在全面了解和掌握了解剖学基础知识和潜在风险后,我们团队决定为患者实施超声引导下的单点T6竖脊肌平面阻滞。为确保麻醉能顺利进行,我们安排患者采取俯卧位,并利用超声精准定位T6横突,同时在目标平面进行明确标记。随后,我们对阻滞区域进行了严格的消毒和铺单处理,确保麻醉环境的无菌和整洁。
在B超的精确引导下,我们将0.33%的罗哌卡因30ml精准地注射至目标平面,15分钟后测得患侧平面T3-T9。在整个手术过程中,患者生命体征平稳,麻醉效果满意。我们采用右美托咪定来维持患者的镇静状态,患者处于轻度镇静状态,能够随时被唤醒,与医生保持有效的沟通。
在如此良好的麻醉条件下,手术医生成功地完成了左肩胛部肿物的切除。经过仔细检查,我们发现该肿物由不规则形的扩张血管组成,血管周围还伴有脂肪和纤维组织。最终,我们顺利取出了大小为11 X 5 X 3cm的血管脂肪瘤,手术取得了圆满的成功。
此次手术之所以取得圆满成功,一方面得益于医生高超的技术水准和团队间无懈可击的默契配合,另一方面则归功于麻醉方法的精准选择。在针对患者具体病情的综合考量下,我们采用了超声引导竖脊肌平面阻滞技术,为患者提供了个性化、精准的麻醉方案,从而确保了手术的顺利进行,同时也为患者带来了更为安全、舒适的手术体验。
解 剖
竖脊肌由髂肋肌、最长肌和棘肌组成。它们沿脊柱两侧平行分布,上至颅骨,下达骨盆和骶骨区域,两侧从棘突到横突,并延伸到肋骨区域。它们位于脊柱不同水平时,其大小和结构各不相同。竖脊肌由脊神经后支支配,其功能是稳定、伸展和侧弯脊柱。

横断面解剖和超声视图
双侧对称的竖脊肌覆盖在横突和樵板上。深筋膜平面与椎旁问隙之间由横突、横突间韧带及肋横突韧带和肌肉隔开。
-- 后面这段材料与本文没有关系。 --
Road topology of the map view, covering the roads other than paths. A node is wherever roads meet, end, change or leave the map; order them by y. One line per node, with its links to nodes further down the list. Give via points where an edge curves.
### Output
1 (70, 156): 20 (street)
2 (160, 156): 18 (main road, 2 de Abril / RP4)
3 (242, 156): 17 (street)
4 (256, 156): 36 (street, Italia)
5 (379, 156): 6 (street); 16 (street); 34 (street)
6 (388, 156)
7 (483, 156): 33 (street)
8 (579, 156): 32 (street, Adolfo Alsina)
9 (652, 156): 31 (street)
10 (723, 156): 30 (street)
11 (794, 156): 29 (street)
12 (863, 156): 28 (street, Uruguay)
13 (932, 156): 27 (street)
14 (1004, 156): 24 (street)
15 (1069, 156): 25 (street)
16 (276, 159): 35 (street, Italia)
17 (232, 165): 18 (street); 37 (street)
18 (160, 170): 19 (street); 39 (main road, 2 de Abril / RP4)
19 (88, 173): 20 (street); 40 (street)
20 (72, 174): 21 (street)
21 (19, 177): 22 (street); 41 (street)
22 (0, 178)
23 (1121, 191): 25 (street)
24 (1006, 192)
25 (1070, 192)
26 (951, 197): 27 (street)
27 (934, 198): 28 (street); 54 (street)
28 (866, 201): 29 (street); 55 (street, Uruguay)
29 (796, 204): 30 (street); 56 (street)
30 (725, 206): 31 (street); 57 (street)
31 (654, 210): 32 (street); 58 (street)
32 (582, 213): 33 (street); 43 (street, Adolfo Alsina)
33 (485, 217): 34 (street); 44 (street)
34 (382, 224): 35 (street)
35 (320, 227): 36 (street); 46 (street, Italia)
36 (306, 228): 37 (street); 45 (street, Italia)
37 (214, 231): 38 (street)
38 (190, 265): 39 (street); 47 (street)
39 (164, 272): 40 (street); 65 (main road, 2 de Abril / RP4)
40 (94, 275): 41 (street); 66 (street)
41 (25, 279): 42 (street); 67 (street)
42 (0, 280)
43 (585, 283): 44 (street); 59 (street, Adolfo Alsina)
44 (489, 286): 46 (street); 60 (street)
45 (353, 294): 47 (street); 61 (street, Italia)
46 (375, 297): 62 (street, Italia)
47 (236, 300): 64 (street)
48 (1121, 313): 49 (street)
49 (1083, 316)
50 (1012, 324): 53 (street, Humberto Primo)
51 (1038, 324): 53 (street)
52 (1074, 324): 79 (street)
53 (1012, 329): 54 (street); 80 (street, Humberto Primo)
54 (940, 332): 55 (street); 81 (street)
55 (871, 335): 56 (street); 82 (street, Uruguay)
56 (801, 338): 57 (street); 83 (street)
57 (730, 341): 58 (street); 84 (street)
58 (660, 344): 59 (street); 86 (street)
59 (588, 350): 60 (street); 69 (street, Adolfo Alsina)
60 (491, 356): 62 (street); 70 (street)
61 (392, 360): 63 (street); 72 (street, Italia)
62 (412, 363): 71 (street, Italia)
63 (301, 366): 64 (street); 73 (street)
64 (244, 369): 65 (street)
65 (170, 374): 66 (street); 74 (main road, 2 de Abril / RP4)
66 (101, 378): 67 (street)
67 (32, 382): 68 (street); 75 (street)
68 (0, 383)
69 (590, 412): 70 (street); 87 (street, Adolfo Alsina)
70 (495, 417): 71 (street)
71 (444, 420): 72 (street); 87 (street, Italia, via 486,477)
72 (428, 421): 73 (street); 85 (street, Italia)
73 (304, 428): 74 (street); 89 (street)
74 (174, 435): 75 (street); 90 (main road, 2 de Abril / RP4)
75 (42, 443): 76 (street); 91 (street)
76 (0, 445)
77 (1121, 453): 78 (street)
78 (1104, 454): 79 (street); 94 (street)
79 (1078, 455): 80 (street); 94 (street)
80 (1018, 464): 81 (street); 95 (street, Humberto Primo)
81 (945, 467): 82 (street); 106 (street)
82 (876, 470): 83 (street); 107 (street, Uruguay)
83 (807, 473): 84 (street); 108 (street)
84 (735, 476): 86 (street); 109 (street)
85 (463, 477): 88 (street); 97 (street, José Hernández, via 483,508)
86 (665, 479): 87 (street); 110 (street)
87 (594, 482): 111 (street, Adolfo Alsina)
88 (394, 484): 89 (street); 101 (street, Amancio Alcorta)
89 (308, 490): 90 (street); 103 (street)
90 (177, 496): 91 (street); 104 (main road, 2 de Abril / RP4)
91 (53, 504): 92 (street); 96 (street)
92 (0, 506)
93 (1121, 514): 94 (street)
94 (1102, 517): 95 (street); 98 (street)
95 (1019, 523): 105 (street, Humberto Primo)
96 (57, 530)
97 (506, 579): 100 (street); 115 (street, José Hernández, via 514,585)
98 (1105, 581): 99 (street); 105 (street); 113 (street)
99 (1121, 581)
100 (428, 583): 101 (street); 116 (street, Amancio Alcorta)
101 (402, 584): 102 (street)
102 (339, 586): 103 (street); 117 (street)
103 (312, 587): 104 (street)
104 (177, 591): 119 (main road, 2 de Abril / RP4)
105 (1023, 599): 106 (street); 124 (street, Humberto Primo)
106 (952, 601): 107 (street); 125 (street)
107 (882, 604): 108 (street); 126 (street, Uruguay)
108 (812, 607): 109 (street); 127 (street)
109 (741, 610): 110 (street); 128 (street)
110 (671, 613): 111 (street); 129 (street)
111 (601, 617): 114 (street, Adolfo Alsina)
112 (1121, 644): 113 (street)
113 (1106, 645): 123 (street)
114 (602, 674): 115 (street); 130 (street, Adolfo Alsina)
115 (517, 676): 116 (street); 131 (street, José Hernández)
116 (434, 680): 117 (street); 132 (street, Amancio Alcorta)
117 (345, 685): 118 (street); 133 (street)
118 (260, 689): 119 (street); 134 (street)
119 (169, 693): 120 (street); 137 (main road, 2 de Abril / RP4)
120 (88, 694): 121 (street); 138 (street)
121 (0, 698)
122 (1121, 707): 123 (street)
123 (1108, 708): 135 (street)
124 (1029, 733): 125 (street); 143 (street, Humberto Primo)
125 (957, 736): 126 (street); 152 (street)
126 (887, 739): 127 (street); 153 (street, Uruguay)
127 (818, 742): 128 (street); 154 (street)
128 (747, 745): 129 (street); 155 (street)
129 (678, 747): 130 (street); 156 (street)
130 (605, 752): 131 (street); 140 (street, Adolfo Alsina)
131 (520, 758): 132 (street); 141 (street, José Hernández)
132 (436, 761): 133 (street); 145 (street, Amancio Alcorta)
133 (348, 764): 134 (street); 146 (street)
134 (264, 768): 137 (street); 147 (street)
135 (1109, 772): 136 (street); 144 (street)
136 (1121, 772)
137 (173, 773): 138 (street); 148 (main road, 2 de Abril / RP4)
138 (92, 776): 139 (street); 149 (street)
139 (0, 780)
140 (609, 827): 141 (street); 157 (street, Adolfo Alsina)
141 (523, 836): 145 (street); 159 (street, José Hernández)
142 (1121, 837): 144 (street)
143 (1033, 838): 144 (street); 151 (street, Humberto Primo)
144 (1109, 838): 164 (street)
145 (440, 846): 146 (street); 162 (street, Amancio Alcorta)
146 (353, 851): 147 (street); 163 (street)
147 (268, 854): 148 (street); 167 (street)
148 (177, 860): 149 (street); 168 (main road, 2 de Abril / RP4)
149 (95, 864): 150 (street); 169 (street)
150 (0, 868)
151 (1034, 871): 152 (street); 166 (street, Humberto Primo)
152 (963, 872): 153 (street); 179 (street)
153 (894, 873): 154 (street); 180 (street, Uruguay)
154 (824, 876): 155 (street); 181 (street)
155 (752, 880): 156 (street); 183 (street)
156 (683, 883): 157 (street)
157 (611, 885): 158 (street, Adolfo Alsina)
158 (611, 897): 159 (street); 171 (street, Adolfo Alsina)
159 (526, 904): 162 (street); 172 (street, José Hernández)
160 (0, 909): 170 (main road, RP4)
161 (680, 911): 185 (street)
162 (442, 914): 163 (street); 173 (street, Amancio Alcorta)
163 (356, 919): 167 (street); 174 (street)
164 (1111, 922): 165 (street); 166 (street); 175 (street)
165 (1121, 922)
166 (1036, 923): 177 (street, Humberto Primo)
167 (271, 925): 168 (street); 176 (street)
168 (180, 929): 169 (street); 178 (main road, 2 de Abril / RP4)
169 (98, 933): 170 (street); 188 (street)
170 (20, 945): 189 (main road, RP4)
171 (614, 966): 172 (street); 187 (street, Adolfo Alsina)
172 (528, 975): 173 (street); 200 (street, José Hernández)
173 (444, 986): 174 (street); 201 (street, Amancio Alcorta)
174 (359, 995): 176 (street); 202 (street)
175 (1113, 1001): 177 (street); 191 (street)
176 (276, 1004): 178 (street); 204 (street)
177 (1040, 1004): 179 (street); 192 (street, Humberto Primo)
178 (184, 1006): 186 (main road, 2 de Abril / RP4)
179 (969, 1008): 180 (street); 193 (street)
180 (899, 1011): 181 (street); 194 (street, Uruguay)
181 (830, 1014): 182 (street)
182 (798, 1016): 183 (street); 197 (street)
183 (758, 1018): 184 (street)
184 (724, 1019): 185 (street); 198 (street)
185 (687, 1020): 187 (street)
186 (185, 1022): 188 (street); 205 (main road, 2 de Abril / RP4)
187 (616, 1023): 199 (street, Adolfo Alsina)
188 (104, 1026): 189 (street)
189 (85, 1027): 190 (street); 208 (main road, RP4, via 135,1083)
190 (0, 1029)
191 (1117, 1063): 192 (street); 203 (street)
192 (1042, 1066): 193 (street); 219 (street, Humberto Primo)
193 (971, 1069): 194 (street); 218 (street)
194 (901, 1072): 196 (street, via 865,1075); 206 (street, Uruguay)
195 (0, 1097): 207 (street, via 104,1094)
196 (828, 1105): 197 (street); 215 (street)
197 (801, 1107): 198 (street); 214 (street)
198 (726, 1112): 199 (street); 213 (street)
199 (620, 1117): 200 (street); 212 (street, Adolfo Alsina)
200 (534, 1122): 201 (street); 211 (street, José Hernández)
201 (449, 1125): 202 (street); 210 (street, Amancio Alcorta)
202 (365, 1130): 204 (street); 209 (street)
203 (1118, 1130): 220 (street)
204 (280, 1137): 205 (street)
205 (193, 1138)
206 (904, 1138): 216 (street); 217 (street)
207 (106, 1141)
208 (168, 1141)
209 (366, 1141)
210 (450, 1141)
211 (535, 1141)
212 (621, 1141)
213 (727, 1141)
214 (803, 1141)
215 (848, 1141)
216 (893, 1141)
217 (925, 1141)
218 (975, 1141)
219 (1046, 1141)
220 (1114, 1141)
脊神经根通过椎间孔穿出椎管,分为背侧支和腹侧支,背侧支向后穿过竖脊肌支配背部肌肉和邻近皮肤;腹侧支向前延续为T1~T12肋同神经,支配前外侧胸壁和腹壁;与交感神经干在椎旁间隙形成交通支。

超声引导竖脊肌平面阻滞技术
一、超声引导竖脊肌平面阻滞的体位
患者多取侧卧位,患侧躯体向上,也可选用坐位或俯卧位。可选用低频凸阵探头或高频线阵探头,探头涂抹耦合剂后用无菌手套或塑料套包紧备用。
二、竖脊肌平面的超声定位
放置超声探头与后正中线平行呈矢状位,从第12肋向头侧移动探头定位出相应肋骨,再向内侧移动探头直至定位出横突和棘突。
三、进针方法和路径
采用平面内技术,从头侧或尾侧进针都可以,全程可视化,必要时可通过注射1ml局麻药确定针尖位置,确保全程在超声监视下进针,针尖触及横突,回抽无血后,注射局麻药物20~30ml,同时观察药物扩散情况。